Data section:
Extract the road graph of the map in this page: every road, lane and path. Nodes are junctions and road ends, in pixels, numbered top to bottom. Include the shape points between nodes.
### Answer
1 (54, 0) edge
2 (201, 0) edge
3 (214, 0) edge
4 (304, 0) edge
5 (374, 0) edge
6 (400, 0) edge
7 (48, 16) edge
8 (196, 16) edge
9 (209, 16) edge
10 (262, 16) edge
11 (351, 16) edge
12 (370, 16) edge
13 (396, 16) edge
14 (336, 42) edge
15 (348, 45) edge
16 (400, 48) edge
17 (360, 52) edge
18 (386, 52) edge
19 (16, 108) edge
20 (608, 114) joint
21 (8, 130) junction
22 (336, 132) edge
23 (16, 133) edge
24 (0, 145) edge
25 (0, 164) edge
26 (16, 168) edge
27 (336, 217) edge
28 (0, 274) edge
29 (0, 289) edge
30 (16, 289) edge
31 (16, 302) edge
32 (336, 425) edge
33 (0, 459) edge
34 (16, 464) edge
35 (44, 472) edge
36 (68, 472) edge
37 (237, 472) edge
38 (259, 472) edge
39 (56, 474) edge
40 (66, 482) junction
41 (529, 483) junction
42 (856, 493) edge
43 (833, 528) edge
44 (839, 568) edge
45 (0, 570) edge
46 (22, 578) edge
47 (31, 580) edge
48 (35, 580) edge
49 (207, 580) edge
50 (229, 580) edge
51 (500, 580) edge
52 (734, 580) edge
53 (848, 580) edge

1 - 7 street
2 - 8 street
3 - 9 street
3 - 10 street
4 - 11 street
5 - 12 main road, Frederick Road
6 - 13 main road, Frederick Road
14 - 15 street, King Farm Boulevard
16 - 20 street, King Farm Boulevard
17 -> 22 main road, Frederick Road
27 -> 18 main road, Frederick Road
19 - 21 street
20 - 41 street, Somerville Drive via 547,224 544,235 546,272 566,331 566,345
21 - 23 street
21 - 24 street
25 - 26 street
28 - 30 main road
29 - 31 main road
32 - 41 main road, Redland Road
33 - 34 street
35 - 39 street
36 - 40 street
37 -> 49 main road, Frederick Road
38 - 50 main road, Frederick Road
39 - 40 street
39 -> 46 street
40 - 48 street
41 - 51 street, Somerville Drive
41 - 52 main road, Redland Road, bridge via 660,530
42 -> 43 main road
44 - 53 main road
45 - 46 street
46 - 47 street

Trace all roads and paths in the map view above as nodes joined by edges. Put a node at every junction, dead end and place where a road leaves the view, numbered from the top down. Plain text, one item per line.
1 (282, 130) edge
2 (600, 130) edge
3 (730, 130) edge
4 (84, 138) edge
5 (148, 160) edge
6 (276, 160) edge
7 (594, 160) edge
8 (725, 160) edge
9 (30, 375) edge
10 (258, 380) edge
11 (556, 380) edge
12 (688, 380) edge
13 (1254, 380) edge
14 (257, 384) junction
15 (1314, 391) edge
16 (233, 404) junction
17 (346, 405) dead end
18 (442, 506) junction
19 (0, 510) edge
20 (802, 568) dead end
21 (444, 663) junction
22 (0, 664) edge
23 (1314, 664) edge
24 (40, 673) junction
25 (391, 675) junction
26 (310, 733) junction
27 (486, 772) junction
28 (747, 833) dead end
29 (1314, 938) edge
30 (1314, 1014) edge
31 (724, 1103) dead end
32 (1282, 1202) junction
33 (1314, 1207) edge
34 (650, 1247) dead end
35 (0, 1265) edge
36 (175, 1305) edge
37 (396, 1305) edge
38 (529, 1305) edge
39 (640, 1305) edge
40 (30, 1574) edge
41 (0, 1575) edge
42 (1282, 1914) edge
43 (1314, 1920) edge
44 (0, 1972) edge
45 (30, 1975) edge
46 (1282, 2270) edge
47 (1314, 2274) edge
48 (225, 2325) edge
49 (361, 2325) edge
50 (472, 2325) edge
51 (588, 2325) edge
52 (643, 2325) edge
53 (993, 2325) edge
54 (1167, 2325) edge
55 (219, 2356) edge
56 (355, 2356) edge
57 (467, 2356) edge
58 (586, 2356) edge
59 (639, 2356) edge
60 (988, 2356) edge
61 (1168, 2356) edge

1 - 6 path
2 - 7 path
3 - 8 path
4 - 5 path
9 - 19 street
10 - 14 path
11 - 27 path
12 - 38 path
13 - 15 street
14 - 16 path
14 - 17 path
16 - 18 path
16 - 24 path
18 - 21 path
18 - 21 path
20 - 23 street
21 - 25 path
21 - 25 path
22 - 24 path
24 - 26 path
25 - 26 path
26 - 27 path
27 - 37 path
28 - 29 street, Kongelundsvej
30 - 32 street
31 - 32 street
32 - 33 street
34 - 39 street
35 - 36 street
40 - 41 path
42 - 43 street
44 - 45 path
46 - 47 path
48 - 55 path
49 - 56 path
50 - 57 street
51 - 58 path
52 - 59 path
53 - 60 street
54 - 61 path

Task to complete: Scan the entries above for the word "numbered", then copy every line in which it occurs.

Output for this task:
Extract the road graph of the map in this page: every road, lane and path. Nodes are junctions and road ends, in pixels, numbered top to bottom. Include the shape points between nodes.
Trace all roads and paths in the map view above as nodes joined by edges. Put a node at every junction, dead end and place where a road leaves the view, numbered from the top down. Plain text, one item per line.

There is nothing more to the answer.